Our discussion first, then the individuals response, tell the bad and good of post list references

(Ra)Deliberate indifference is essentially someone who knows or should have known the risks of a given activity, but continues on, disregarding those risks. Deliberate indifference is a huge issue in the corrections world, because we are responsible for the health and wellbeing of inmates, and we are obligated to at least look into every complaint, because failing to do so places liability on the officer and the department. This can also come into play with housing of inmates. If we know an inmate is a threat risk, or protective custody, and we disregard the risk, we are liable for any damages. In the case of City of Canton, Ohio v. Harris, A female was demonstrating obvious medical issues, however the officers refused to provide medical assistance, and as a result, upon her release she required hospitalization and outpatient treatment (O’Keefe, 2004 p. 193). The officers’ disregard for the apparent visible signs of potential medical problems, including her being incoherent amounted to a violation of the 14th amendment for failing to provide medical care for her while in their custody. A department should be able to train to avoid deliberate indifference claims by first of all ensuring that all officers are very familiar with the definition of deliberate indifference, and closely monitoring treatment of offenders. In case of Ohio v. Harris, tour commanders were expected to determine if individuals needed medical attention, but they were not properly trained to do so. This placed liability on the department who had placed expectations on officers without proper training. This failure to train is what escalated the case to the US Supreme court and ultimately led to the section 1983 liability ruling by the court. Failing to train amounts to deliberate indifference because officers who are expected to perform certain duties without training cannot fully perform these duties.

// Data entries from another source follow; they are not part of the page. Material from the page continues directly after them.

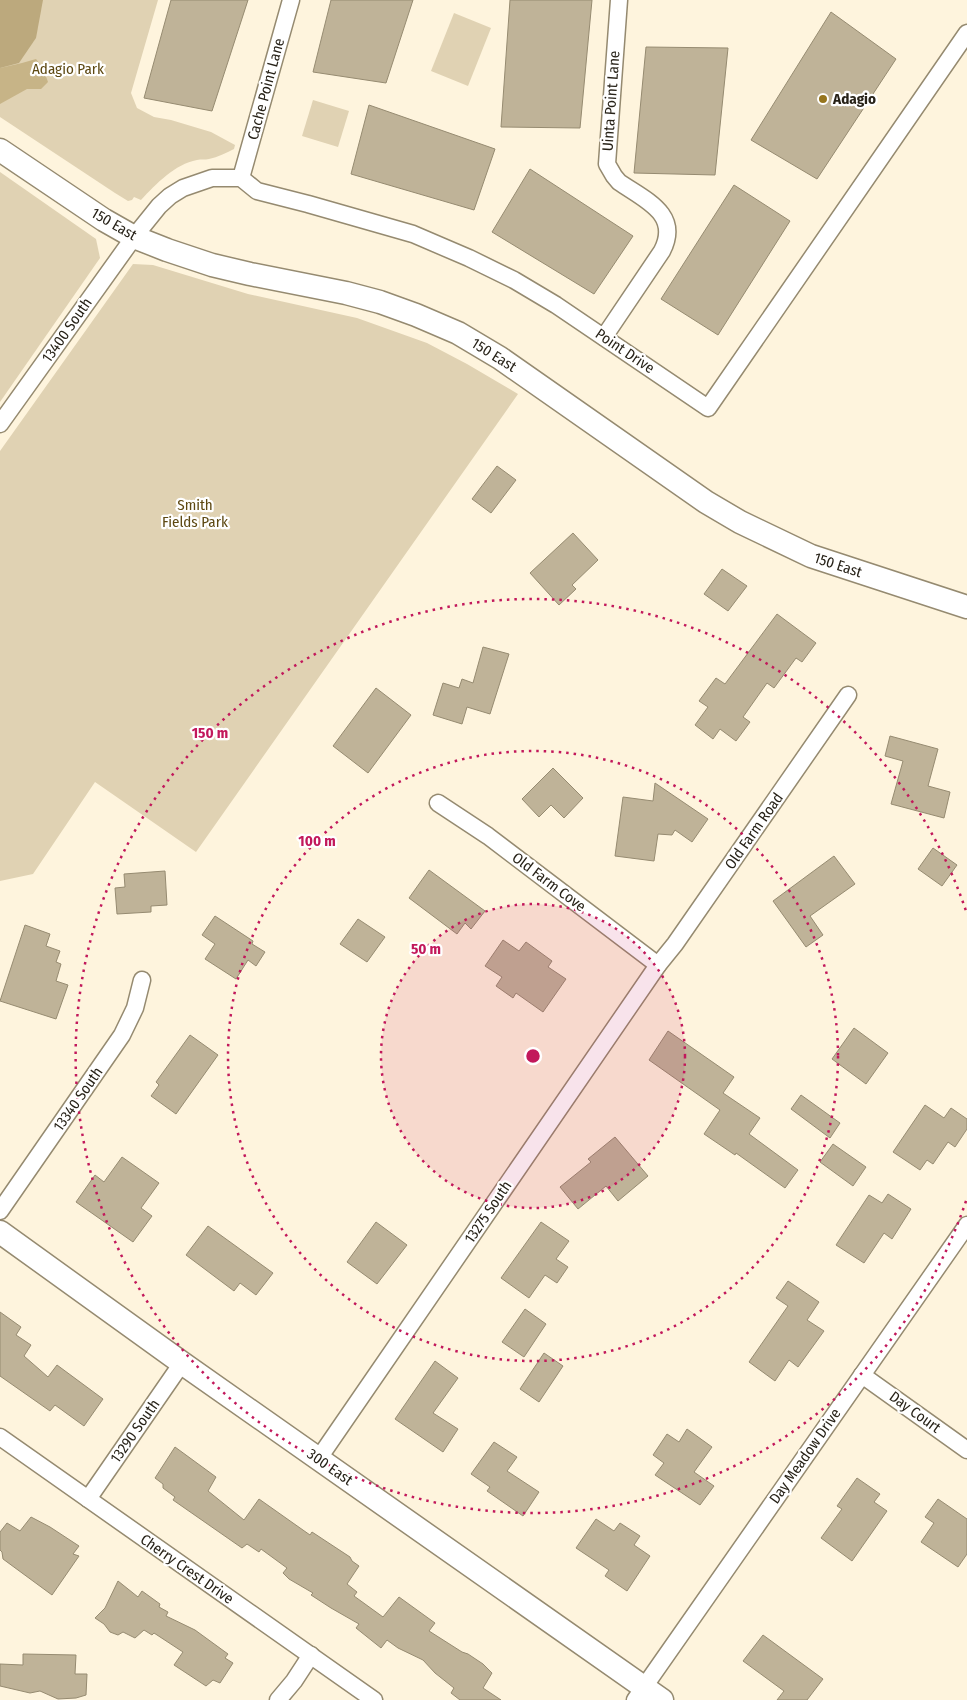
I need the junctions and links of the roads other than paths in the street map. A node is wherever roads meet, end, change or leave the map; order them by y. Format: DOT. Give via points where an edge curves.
graph roads {
  1 [pos="291,0"];
  2 [pos="619,0"];
  3 [pos="967,33"];
  4 [pos="0,150"];
  5 [pos="241,178"];
  6 [pos="134,237"];
  7 [pos="604,337"];
  8 [pos="0,424"];
  9 [pos="967,607"];
  10 [pos="848,695"];
  11 [pos="438,802"];
  12 [pos="658,965"];
  13 [pos="142,980"];
  14 [pos="0,1211"];
  15 [pos="967,1225"];
  16 [pos="0,1232"];
  17 [pos="182,1363"];
  18 [pos="862,1375"];
  19 [pos="0,1437"];
  20 [pos="967,1450"];
  21 [pos="319,1458"];
  22 [pos="88,1499"];
  23 [pos="310,1655"];
  24 [pos="639,1694"];
  25 [pos="278,1700"];
  26 [pos="374,1700"];
  27 [pos="662,1700"];
  1 -- 5 [label="street, Cache Point Lane"];
  2 -- 7 [label="street, Uinta Point Lane" via="607,164 619,182 660,212 666,219 668,235 662,252"];
  3 -- 7 [label="street, Point Drive" via="708,408"];
  4 -- 6 [label="street, 150 East"];
  5 -- 6 [label="street" via="212,178 183,188 159,206"];
  5 -- 7 [label="street, Point Drive" via="257,191 414,234 469,258 514,280"];
  6 -- 8 [label="street, 13400 South"];
  6 -- 9 [label="street, 150 East" via="212,265 380,302 458,333 500,358 706,502 740,522 811,556"];
  10 -- 12 [label="street, Old Farm Road"];
  11 -- 12 [label="street, Old Farm Cove"];
  12 -- 21 [label="street, 13275 South"];
  13 -- 14 [label="street, 13340 South" via="135,1008 122,1035"];
  15 -- 18 [label="street, Day Meadow Drive"];
  16 -- 17 [label="street, 300 East"];
  17 -- 21 [label="street, 300 East"];
  17 -- 22 [label="street, 13290 South"];
  18 -- 20 [label="street, Day Court"];
  18 -- 24 [label="street, Day Meadow Drive"];
  19 -- 22 [label="street, Cherry Crest Drive"];
  21 -- 24 [label="street, 300 East"];
  22 -- 23 [label="street, Cherry Crest Drive"];
  23 -- 25 [label="street"];
  23 -- 26 [label="street, Cherry Crest Drive"];
  24 -- 27 [label="street, 300 East"];
}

The term deliberate indifference inherently implies that the action was intentional, therefore inability to follow or understand would not fall on the individual officer, but potentially the department for knowing the officer did not understand, but still expecting performance as if he did understand. Unwillingness would be difficult to differentiate from unknowing, unless proper documentation is provided that training was successfully completed by the officer. Ultimately it becomes a game of department documenting training vs. officers ability to rely on the training provided.  The department has an obligation to the public to ensure that the officers employed there are highly trained to handle any and all situations, and there simply is no room for sloppy, lazy or uncaring individuals who won’t do the job.

O’Keefe, J. (2004).Protecting the republic: The education and training of American police officers. Upper Saddle River, NJ: Pearson Education, Inc.